Work item: Would you please copy every line from the records that contains the word "Amílcar"?

*** Opening of Records for this exercise ***

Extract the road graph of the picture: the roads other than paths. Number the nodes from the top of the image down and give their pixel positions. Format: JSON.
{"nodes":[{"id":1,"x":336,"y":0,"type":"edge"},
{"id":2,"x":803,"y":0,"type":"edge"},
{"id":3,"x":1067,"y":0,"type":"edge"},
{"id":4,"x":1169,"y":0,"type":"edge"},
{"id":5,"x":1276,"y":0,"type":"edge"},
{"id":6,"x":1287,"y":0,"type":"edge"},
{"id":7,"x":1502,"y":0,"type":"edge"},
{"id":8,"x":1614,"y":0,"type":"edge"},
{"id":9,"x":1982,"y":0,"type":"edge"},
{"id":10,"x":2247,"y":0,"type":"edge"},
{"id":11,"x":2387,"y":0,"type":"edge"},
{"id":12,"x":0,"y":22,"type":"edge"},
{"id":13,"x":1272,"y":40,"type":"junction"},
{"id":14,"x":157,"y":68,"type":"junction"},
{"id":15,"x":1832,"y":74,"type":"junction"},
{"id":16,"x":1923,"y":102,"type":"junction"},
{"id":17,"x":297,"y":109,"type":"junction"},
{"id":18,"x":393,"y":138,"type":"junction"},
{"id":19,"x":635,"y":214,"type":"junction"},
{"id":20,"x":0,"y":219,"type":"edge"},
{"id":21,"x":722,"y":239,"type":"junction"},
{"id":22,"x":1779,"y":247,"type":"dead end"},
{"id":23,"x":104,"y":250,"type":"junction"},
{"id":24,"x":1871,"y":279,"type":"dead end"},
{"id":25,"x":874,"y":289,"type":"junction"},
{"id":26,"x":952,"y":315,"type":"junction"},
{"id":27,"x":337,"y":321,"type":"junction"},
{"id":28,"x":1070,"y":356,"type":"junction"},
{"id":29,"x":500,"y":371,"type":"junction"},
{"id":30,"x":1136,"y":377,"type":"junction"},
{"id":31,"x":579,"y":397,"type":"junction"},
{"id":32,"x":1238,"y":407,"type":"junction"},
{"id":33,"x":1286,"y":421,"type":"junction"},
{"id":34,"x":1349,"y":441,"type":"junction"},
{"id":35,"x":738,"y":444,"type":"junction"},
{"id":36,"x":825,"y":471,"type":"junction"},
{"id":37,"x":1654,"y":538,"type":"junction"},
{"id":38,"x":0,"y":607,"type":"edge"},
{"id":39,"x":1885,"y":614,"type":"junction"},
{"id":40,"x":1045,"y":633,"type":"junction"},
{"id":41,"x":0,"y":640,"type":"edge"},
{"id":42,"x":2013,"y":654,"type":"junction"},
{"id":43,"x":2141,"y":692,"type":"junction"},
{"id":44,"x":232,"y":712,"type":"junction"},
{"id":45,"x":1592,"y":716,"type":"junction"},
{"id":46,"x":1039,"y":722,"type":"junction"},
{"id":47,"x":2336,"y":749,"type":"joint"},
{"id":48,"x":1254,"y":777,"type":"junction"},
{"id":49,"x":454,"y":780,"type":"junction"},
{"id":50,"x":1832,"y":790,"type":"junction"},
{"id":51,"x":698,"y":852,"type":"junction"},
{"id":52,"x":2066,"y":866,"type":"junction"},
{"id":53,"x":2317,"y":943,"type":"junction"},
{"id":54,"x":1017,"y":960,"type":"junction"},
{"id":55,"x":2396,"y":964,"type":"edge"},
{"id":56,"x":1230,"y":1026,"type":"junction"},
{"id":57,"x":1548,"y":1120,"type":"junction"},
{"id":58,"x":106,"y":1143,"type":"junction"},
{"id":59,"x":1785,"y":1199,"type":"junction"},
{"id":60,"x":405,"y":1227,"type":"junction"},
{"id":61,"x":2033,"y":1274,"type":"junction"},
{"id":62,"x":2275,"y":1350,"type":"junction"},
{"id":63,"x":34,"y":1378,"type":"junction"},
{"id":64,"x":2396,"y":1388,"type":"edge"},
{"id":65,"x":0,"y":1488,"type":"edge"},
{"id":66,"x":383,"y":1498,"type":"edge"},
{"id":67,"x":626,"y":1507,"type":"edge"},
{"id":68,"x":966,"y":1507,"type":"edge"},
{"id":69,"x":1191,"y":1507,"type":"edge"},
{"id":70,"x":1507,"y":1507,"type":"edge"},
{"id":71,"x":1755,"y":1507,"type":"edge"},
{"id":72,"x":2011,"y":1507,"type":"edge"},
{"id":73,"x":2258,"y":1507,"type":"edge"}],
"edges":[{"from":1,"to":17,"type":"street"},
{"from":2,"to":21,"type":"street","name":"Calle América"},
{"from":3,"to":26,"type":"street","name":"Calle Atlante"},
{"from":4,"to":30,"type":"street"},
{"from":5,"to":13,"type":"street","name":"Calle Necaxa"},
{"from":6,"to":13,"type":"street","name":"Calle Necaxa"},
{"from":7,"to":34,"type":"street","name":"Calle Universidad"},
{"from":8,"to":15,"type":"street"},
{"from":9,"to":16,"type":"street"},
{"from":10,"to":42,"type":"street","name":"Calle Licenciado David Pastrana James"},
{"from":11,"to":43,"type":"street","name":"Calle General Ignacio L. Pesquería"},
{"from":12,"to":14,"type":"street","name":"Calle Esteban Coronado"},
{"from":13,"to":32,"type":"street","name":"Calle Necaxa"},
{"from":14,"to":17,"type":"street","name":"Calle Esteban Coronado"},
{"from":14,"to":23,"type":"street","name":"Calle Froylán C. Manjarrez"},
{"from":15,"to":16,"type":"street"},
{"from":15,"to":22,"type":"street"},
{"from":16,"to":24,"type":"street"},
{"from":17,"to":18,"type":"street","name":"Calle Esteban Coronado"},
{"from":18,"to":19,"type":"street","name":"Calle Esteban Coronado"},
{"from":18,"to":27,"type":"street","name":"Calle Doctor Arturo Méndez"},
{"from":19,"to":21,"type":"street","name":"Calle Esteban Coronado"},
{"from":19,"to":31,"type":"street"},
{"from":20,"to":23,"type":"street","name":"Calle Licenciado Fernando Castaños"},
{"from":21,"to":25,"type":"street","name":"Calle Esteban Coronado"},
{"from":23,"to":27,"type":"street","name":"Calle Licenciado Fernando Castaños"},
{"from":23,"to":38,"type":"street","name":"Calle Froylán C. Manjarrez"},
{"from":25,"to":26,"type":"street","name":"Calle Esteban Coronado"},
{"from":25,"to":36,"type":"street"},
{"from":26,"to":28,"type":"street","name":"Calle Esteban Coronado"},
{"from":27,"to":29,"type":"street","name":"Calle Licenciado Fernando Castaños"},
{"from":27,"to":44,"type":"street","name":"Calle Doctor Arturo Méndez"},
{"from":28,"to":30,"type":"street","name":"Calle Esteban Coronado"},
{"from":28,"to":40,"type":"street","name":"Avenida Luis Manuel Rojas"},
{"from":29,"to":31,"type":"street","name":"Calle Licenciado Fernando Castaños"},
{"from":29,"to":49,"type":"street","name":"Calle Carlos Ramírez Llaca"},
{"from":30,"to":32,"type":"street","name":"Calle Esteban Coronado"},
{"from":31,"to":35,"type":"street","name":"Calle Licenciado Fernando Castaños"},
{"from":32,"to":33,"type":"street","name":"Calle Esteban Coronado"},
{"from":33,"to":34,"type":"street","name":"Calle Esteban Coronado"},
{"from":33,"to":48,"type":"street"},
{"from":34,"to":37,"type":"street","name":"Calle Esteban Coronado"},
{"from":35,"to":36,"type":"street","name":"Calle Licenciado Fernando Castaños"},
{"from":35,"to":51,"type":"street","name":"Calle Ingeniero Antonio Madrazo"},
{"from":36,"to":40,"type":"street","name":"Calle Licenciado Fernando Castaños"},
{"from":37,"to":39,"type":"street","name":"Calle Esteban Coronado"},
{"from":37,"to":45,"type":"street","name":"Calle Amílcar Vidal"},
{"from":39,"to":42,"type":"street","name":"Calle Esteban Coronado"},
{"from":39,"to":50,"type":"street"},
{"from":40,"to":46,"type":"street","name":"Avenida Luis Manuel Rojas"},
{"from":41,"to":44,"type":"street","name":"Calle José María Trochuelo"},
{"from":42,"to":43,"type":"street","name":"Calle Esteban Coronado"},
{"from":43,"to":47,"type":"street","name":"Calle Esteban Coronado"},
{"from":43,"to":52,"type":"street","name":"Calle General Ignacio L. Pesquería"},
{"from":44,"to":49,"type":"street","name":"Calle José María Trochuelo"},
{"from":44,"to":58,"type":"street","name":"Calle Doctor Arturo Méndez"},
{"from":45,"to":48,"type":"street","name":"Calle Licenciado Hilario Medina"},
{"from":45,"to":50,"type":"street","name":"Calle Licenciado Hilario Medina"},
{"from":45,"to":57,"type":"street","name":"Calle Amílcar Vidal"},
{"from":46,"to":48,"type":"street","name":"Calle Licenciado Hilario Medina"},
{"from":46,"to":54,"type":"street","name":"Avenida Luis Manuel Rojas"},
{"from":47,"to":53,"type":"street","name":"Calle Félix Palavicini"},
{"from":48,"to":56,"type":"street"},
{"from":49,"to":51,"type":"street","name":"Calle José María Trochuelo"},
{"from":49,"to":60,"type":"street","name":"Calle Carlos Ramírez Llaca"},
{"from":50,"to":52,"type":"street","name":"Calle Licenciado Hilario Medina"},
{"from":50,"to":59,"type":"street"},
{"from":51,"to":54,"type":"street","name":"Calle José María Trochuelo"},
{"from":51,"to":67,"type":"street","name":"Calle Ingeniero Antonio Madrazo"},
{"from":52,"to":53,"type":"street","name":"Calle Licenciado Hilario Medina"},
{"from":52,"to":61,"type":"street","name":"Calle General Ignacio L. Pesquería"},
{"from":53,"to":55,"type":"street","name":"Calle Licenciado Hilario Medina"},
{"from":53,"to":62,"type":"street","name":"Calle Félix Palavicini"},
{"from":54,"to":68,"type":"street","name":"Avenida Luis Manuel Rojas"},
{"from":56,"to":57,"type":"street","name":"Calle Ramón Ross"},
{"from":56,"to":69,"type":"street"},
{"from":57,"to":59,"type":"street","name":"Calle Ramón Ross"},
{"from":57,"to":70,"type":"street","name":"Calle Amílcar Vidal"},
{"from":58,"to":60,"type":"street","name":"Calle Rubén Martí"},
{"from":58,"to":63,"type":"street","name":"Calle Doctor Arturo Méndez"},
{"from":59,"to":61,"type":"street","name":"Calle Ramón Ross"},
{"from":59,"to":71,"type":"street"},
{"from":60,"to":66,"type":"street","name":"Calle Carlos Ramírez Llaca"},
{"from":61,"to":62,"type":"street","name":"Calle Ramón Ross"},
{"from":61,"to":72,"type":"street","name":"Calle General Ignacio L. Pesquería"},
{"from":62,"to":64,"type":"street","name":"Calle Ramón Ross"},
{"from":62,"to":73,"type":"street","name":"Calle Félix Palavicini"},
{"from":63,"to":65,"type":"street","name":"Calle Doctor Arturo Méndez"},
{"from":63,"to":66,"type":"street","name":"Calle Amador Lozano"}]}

*** Close of Records for this exercise ***

Solution to the problem:
{"from":37,"to":45,"type":"street","name":"Calle Amílcar Vidal"},
{"from":45,"to":57,"type":"street","name":"Calle Amílcar Vidal"},
{"from":57,"to":70,"type":"street","name":"Calle Amílcar Vidal"},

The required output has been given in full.